About this task:
Whenever a line below includes the word "path", copy that line.
□ □ □ □ □
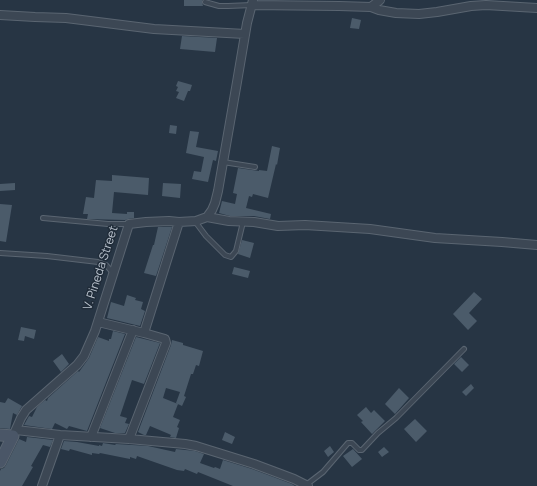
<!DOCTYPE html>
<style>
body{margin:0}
canvas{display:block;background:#273544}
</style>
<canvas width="537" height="486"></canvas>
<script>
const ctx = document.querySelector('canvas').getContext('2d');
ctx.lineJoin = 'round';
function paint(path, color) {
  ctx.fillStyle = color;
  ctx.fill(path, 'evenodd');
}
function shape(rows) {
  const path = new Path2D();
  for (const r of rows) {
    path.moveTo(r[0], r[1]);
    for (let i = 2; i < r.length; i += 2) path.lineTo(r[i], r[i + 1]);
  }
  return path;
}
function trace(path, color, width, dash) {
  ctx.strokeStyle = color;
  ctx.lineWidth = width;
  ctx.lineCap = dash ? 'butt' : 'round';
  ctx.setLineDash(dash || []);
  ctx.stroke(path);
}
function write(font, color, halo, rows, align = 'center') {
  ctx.font = font + ' Manrope,sans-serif';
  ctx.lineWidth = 3;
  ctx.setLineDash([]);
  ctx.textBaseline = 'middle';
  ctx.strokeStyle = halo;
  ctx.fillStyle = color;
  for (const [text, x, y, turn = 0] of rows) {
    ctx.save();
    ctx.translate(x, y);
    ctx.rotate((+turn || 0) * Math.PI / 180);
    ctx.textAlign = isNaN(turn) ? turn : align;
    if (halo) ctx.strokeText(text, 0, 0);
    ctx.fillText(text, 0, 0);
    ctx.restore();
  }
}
paint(shape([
 [184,0,202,0,202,2,203,6,184,6],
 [352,18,361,20,359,29,350,28],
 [182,36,217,38,215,52,180,49],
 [178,81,192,85,190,91,188,91,184,101,176,98,179,92,176,91,178,87,176,86],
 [170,125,177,126,176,134,169,133],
 [190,131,199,132,196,147,218,151,216,161,213,160,208,182,192,179,194,171,201,172,204,157,186,153],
 [272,146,280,148,277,165,276,164,268,198,253,194,252,197,249,196,246,208,271,214,270,219,254,216,230,216,219,213,222,201,235,204,237,194,233,193,238,168,259,171,259,170,267,171],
 [112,175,149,178,148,195,114,192,112,213,127,214,127,212,134,212,134,218,128,219,125,220,87,219,88,214,83,214,86,197,94,198,96,180,112,181],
 [15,183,15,190,0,191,0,184],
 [163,183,181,184,180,198,162,196],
 [0,204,12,205,6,242,0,241],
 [158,227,172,227,156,276,144,273,153,245,154,245],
 [242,240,254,243,250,258,238,254],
 [234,267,250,271,248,278,232,274],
 [474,292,482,299,469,313,477,321,468,330,453,314],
 [127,295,136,298,135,300,143,302,141,309,145,311,140,326,107,318,111,302,124,306],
 [21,327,36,330,34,339,25,336,24,341,18,340],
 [113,331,125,334,87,431,69,426,67,429,55,423,52,429,24,425,29,416,32,417,37,407,45,400,47,401,48,398,78,371,79,372,89,358,98,337,109,341,109,339,111,339],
 [136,337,160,343,144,384,132,380,120,416,127,418,125,423,129,424,125,433,115,433,100,428],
 [172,340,183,343,183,345,203,351,199,366,196,365,193,374,191,374,184,396,186,397,182,406,176,403,180,392,166,388,163,398,178,404,173,417,180,420,177,427,179,428,176,438,170,437,171,435,169,434,150,426,146,435,144,435,138,432,171,345],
 [62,354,69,364,61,372,53,361],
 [461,357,469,365,462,372,454,364],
 [471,384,474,388,466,396,462,392],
 [399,388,409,398,395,414,385,404],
 [8,398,22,406,17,415,13,413,10,429,0,428,0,402,5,403],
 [366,407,371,413,374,410,385,421,372,434,361,422,363,421,357,415],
 [415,419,427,431,416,442,404,429],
 [225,432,235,437,232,444,222,440],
 [27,437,53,440,50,447,43,445,31,466,33,467,22,486,0,486,0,471,1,469,4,468,6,465,19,439,26,442],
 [64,441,77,442,99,446,99,445,102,446,103,443,115,445,116,444,148,446,175,452,176,449,195,451,204,454,200,463,214,468,215,467,220,469,223,460,252,469,292,484,295,486,233,486,198,472,197,474,185,469,184,471,177,470,137,456,136,459,130,457,130,459,100,453,99,454,92,453,92,455,70,449,69,451,61,449],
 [330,446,334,452,328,457,324,451],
 [384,447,389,452,382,457,378,452],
 [353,449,362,459,352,467,343,456]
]), '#4b5b6a');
const lane = shape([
 [205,2,219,6,228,6,252,5],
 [223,162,255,167],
 [43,218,108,224,129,224],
 [196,221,197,224,206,236,225,255,231,257,236,251,243,222],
 [0,253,47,256,98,262,106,265,113,273],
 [306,485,323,472,348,443,352,443,359,450,362,450,378,433,396,418,464,349]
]);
const street = shape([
 [252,5,339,6,371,7,380,0],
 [371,7,379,10,396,13,419,14,437,12,471,6,486,5,537,8],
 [0,15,35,17,66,18,154,29,245,34],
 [207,217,229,221,254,222,278,226,305,225,370,229,435,238,502,242,537,245],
 [98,322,144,333,165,339,166,343,129,439],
 [144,333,179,222],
 [16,430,60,435,129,439,185,444,196,446,254,464,294,479,308,486],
 [13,436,21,418,26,410,77,365,84,356,95,331,129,224,146,222,169,221,179,222,196,221,207,217,212,210,215,203,218,191,237,82,247,23,253,0],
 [91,437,133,330],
 [42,486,60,435]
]);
const secondary = shape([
 [0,435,13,436,0,462]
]);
trace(lane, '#5a6571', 6);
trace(street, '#5a6571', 10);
trace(secondary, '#5a6571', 13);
trace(lane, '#3c4754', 4);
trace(street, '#3c4754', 8);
trace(secondary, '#4a5667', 11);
write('12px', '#b9c2cd', '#202c39', [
 ["V. Pineda Street",101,268,-72]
]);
</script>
□ □ □ □ □
Result for this task:
function paint(path, color) {
  ctx.fill(path, 'evenodd');
  const path = new Path2D();
    path.moveTo(r[0], r[1]);
    for (let i = 2; i < r.length; i += 2) path.lineTo(r[i], r[i + 1]);
  return path;
function trace(path, color, width, dash) {
  ctx.stroke(path);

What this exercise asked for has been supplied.